WHAT TO WORK ON :: Whenever a line in the records below holds the string "Dittfeldstraße", copy it out.
----------------------------------------
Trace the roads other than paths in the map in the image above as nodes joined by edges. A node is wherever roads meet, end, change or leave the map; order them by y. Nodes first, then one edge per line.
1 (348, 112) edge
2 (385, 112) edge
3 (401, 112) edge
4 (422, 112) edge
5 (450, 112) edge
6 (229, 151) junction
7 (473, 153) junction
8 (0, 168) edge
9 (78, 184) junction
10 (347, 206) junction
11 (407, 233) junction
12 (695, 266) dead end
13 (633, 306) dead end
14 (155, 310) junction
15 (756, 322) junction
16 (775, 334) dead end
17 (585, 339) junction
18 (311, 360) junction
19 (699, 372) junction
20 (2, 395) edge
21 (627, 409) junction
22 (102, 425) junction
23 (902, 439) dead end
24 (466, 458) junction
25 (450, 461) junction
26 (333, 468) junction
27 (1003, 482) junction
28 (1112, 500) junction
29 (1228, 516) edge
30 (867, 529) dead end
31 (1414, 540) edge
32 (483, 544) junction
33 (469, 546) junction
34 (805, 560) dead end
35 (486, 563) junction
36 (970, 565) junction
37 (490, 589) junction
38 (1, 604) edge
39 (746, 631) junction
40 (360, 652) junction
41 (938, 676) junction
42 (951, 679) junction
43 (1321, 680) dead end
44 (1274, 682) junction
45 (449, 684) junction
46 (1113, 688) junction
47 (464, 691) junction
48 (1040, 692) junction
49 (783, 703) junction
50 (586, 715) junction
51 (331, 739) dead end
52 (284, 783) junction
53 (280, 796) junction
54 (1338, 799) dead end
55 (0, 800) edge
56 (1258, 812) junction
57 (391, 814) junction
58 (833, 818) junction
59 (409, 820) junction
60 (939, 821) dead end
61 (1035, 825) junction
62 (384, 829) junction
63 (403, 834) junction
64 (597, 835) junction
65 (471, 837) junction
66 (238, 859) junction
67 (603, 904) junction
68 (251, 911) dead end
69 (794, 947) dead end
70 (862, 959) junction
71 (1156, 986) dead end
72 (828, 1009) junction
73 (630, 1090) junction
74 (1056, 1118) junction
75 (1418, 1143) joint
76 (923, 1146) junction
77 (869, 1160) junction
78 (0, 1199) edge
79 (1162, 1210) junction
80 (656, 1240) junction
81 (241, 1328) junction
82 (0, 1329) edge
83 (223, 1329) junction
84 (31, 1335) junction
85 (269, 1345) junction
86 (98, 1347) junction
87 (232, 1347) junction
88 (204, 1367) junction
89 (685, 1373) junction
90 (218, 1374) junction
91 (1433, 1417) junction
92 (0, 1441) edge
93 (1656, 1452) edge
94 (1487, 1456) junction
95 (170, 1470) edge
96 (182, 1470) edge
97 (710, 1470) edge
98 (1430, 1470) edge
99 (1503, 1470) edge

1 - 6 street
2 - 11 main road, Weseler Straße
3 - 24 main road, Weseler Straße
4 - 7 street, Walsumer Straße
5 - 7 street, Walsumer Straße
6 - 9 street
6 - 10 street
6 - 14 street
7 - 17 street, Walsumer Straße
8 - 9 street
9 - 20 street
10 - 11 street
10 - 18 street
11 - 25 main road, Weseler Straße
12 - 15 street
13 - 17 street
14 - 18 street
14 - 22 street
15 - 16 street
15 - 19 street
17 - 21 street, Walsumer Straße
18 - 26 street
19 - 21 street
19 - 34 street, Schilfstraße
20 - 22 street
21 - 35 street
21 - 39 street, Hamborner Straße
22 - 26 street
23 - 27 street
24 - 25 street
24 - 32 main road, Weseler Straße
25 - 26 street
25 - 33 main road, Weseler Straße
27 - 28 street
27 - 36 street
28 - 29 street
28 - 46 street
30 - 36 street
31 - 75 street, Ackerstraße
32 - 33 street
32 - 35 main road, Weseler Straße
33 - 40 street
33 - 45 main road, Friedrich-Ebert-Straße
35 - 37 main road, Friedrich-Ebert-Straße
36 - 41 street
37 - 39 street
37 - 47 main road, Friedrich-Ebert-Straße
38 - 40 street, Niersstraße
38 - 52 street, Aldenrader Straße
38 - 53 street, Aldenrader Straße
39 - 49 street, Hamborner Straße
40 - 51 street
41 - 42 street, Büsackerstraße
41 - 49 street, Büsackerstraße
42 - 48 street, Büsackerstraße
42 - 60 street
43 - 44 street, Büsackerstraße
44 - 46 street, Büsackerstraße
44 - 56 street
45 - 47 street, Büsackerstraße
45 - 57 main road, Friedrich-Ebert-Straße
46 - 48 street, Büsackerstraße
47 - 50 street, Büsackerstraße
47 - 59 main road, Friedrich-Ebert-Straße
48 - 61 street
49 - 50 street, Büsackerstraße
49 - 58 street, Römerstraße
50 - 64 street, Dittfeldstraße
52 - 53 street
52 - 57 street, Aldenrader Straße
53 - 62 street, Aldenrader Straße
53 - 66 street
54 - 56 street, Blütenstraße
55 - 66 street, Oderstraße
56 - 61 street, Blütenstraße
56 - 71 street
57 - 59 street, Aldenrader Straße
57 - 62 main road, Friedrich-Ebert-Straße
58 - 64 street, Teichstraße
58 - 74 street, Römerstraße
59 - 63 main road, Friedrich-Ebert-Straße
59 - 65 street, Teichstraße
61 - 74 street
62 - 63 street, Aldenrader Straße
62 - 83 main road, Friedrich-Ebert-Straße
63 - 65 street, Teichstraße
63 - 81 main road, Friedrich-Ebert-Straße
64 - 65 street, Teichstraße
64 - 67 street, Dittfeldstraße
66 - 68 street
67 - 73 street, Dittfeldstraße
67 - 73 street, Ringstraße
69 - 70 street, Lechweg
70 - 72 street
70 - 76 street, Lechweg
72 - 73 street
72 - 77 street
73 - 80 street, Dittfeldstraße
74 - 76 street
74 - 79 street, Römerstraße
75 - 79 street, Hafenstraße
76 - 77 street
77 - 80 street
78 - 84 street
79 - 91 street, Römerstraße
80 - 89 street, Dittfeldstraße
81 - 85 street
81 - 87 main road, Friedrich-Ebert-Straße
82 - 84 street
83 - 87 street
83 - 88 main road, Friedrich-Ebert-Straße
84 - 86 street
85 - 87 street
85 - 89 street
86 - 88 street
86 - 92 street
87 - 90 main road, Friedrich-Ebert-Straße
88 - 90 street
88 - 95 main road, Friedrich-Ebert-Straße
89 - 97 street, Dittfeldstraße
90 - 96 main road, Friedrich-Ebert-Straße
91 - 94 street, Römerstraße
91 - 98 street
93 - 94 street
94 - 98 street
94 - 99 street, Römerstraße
----------------------------------------
WRITTEN ANSWER ::
50 - 64 street, Dittfeldstraße
64 - 67 street, Dittfeldstraße
67 - 73 street, Dittfeldstraße
73 - 80 street, Dittfeldstraße
80 - 89 street, Dittfeldstraße
89 - 97 street, Dittfeldstraße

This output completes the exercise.